The new technology, the Ultra High Efficiency Gas Turbine With Stator Internal Combustion, UHEGT, deals with a new concept for the devolvement of power and aircraft gas turbine engines, where the combustion process takes place within the turbine stator rows, leading to a distributed combustion. The UHEGT-concept allows eliminating the combustion chamber resulting in high thermal efficiencies which cannot be achieved by any gas turbine engines of conventional design. The concept of the UHEGT was developed by Schobeiri described in [2] and [3]. A detailed study in [3] shows that the UHEGT-concept drastically improves the thermal efficiency of gas turbines from 5% to 7% above the current highest efficiency of 40.5% set by GT24/26 at full load. To demonstrate the innovative claim of the UHEGT-concept, a study was conducted comparing three conceptually different power generation gas turbine engines: GT-9, a conventional gas turbine (single shaft, single combustion chamber), a gas turbine with sequential combustion (concept realization by ABB:GT24/26), and a UHEGT. The evolution of the gas turbine process that represents the efficiency improvement is shown in Figure 1.15.

Figure 1.15: T-s-diagrams of three different bas turbines.
Starting with the base load process, Figure 1.15 (a), the first improvement is shown in Figure 1.15 (b), where the red hatched areas add to the T-s area leading to a substantial increase of thermal efficiency. The stator internal combustion represented by the UHEGT-concept shown in Figure 1.15 (c), shows a further increase of the T-s area and thus the thermal efficiency. In Figure 1.15 (c) the stator inlet temperature is kept constant. However, as shown in Figure 1.1 (d) the stator inlet temperature might be less than the maximum desired one within the first two stages. A quantitative calculation of each process is presented in Figure 1.16.

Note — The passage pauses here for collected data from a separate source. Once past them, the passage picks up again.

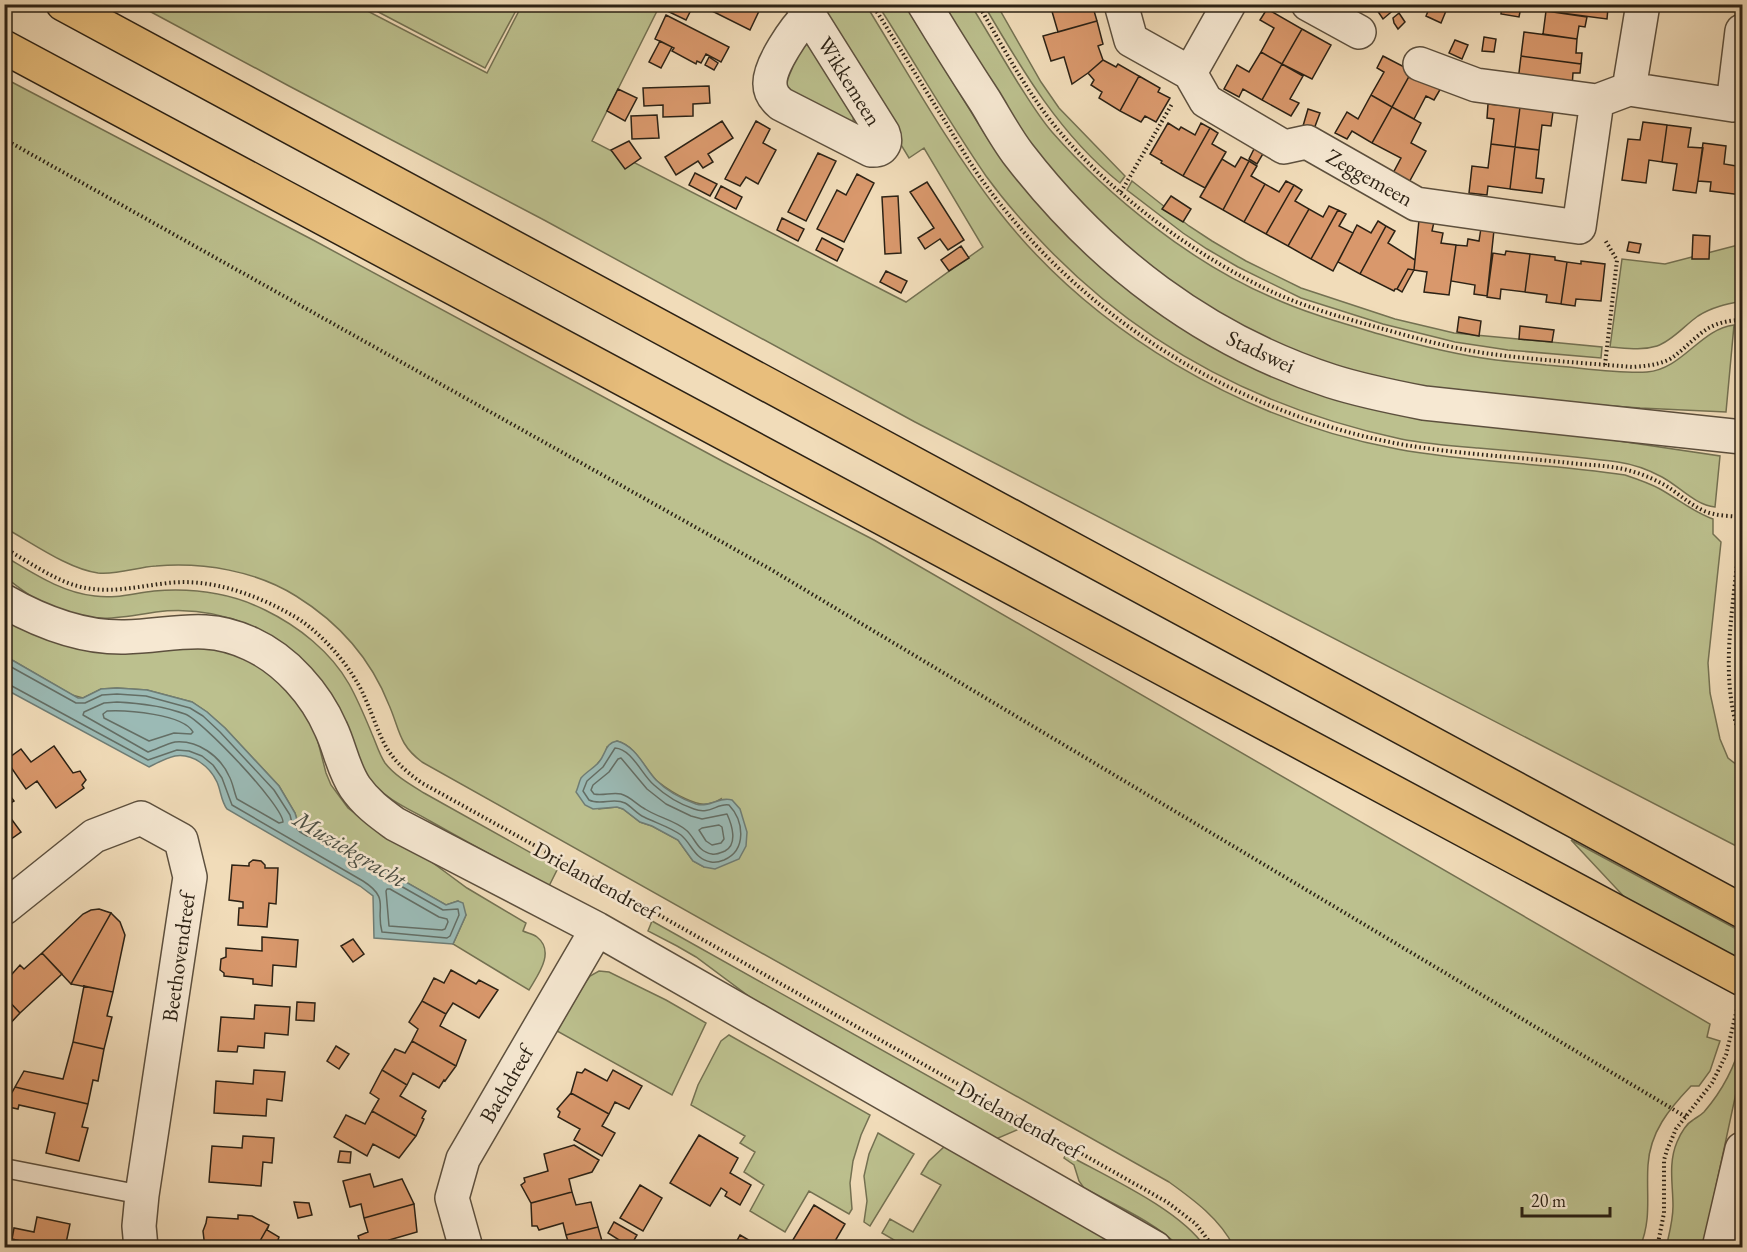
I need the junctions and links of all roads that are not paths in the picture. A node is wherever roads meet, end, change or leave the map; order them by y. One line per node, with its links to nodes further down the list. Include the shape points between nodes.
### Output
1 (63, 4): 17 (highway)
2 (924, 4): 14 (street, Stadswei, via 1017,152 1066,211 1154,290 1239,343 1332,381 1424,403)
3 (1121, 4): 11 (street, via 1131,40)
4 (1229, 4): 11 (street)
5 (1308, 4): 8 (street)
6 (1643, 4): 12 (street)
7 (1743, 31): 12 (street, via 1733,105)
8 (1359, 32)
9 (4, 47): 19 (highway, via 1704,957)
10 (1420, 64): 13 (street, via 1476,85)
11 (1190, 73): 13 (street, Zeggemeen, via 1206,102 1284,147 1307,142 1416,204 1579,227)
12 (1629, 89): 13 (street)
13 (1597, 101)
14 (1742, 437)
15 (4, 601): 18 (street, Drielandendreef, via 54,625 89,634 124,637 216,632 251,644 275,659 319,704 342,763 371,807 395,824)
16 (4, 908): 22 (street, Beethovendreef, via 94,836 141,818 181,840 190,878)
17 (1743, 911)
18 (597, 929): 24 (street, Bachdreef, via 463,1159 452,1198); 25 (street, Drielandendreef)
19 (1740, 991)
20 (1743, 1149): 26 (street)
21 (4, 1168): 22 (lane)
22 (142, 1196): 23 (street, Beethovendreef)
23 (141, 1248)
24 (466, 1248)
25 (1155, 1248)
26 (1719, 1248)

Figure 1.16: Comparison of (a) thermal efficiencies and (b) specific work for Baseline GT, GT24/26 and UHEGT.
It compares the thermal efficiency and specific work of baseline GT, the GT24/26, and a UHEGT with three and four stator-internal combustion, UHEGT-3S and UHEGT-4S, respectively. Maximum temperature, TIT, for all cycles are the same and equal to 1200◦ C. As shown in Figure 1.16, for the UHEGT-3S a thermal efficiency above 45% is calculated. This exhibits an increase of at least 5% above the efficiency of the current most advanced gas turbine engine which is close to 40%. Increasing the number of stator internal combustion to 4, curve labeled with UHEGT-4S, can raise the efficiency above 47% which is an enormous efficiency increase compared to any existing gas turbine engine. It should be noted that UHEGT-concept substantially improves the thermal efficiency of gas turbines, where the pressure ratio is optimized corresponding to the turbine inlet temperature. This gives UHEGT a wide range of applications from small to large size engines.

Figure 1.17: Technology change: Substantial increase of thermal efficiency at a moderate level.
Figure 1.17 summarizes the impact of technology change on thermal efficiency. It is remarkable that theefficiency increase of the UHEGT of 7.5% above the best existing GTs has been achieved without substantially raising the TIT.